Doin’ a Reading Festival Up Right …

h1 May 22nd, 2012 by jules

Pictured left to right:
Dan Yaccarino, Yours Truly, David Ezra Stein,
Dianne de Las Casas, and Alyssa Capucilli;
Knoxville, Tennessee; May 19, 2012

I have a presence over in the hypo-hyper world of Facebook, primarily so that I can share children’s literature links — and keep up with children’s lit news and links from colleagues in the field. I already posted the above image over there at my profile page, but I post it again here this morning all in the name of a really wonderful children’s reading festival that I’d like to yawp about. (And it’s about time, since every year I come back from the festival intending to blog more about it.) You can imagine me doing both jazz hands and cheerleader spirit fingers on this one, ’cause it’s that great. (Even if you were standing in front of me right now, you’d still have to just imagine me doing this, since I can only manage to grunt monosyllabically before breakfast/coffee, much less engage in such enthusiastic hand gestures. Post-coffee, I’m good to go, though.)

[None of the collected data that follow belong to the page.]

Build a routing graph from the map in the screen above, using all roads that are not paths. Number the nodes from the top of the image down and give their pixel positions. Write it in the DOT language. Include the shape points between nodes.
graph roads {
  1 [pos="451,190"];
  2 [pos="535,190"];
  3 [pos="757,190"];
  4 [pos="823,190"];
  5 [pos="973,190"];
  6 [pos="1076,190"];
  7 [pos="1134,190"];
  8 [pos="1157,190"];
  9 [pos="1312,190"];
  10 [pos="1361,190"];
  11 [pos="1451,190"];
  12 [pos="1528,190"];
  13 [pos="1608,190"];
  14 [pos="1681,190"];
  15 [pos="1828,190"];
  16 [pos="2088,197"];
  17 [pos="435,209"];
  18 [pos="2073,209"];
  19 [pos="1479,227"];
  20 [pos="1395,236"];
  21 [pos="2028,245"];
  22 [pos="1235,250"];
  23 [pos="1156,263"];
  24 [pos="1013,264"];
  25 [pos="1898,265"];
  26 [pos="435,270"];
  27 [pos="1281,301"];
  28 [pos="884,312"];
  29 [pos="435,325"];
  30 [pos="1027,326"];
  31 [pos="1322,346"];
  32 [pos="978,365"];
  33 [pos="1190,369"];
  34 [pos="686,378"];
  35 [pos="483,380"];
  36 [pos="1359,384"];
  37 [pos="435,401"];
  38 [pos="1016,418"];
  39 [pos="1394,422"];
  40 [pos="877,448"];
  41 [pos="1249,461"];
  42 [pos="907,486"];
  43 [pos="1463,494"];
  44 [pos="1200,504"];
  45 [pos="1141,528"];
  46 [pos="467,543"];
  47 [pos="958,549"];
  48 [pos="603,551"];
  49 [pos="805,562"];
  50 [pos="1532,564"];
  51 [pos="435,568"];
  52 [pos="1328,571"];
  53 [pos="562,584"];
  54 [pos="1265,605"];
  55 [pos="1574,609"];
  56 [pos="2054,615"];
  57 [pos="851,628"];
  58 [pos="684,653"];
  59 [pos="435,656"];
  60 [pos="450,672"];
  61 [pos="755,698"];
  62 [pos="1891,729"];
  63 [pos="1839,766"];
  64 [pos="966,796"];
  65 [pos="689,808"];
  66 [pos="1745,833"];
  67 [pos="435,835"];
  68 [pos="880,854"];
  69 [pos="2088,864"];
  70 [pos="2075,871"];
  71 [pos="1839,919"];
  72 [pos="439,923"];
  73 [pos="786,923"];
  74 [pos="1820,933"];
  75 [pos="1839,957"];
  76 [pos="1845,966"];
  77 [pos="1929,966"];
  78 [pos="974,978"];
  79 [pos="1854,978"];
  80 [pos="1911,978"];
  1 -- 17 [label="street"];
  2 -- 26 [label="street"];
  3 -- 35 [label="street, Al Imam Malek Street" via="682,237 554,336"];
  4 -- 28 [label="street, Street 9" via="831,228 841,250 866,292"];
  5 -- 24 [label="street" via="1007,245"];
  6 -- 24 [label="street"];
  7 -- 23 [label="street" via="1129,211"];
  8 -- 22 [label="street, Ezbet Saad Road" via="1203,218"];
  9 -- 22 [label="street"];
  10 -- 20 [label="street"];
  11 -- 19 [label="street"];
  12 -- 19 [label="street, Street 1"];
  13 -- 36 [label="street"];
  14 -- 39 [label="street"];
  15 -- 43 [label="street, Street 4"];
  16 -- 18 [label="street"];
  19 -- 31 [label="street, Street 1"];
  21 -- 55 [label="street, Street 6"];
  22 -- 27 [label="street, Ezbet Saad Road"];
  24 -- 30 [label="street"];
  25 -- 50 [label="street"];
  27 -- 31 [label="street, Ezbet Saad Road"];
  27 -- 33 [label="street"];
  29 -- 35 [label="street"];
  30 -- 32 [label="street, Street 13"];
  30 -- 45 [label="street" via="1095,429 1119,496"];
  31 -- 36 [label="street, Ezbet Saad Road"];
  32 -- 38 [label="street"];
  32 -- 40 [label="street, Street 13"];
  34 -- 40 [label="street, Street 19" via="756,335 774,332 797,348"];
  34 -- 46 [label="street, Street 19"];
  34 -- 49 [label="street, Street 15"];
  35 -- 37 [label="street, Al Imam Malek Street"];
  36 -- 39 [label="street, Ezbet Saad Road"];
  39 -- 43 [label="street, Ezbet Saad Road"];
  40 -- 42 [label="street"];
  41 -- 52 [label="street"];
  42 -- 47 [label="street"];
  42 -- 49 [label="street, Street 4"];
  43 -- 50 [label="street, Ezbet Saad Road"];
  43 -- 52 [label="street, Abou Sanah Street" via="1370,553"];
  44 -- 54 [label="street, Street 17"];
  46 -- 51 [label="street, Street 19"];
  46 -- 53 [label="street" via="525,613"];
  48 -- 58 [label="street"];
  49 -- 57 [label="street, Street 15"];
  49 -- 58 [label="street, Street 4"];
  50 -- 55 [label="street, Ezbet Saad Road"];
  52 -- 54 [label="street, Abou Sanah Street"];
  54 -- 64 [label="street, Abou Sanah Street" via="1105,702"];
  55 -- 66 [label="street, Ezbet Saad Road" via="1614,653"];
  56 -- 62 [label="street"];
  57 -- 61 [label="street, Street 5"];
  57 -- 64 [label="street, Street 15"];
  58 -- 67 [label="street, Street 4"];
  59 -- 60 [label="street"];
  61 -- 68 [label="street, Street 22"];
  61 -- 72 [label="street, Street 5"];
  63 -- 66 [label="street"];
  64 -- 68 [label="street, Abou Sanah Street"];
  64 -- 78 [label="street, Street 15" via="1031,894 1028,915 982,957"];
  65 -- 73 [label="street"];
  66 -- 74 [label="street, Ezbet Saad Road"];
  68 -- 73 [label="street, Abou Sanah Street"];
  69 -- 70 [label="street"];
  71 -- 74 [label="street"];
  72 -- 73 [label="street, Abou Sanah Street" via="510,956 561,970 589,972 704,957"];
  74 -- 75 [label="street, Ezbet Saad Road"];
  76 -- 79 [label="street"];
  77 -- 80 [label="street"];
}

Knoxville, Tennessee, which positively drips with charm and personality (particularly since it’s revitalization of the downtown area within the last several years), annually holds a children’s reading festival, sponsored by Knox County Public Library. I not only drive over there from middle Tennessee every May to experience it, but I also volunteer. This year, I moderated a picture book panel with author Alyssa Capucilli, storyteller Dianne de Las Casas, author/illustrator David Ezra Stein, and author/illustrator Dan Yaccarino. It was good fun. I asked them about Sendak, digital apps and e-picture books, the value of picture books and what draws them (lousy pun not intended) to creating them, issues of audience in children’s lit, and their childhoods and whether or not they knew they wanted to be picture book creators when they grew up.

And here’s what’s great about the festival: It truly celebrates reading in all the right ways. We all hear more and more these days about teachers and parents reading less to and with their children (less of this “genuine interest and active engagement”), and we hear even more about very awards-based reading programs. (Think: take this test after reading that book and get an eraser or a fast food restaurant coupon.)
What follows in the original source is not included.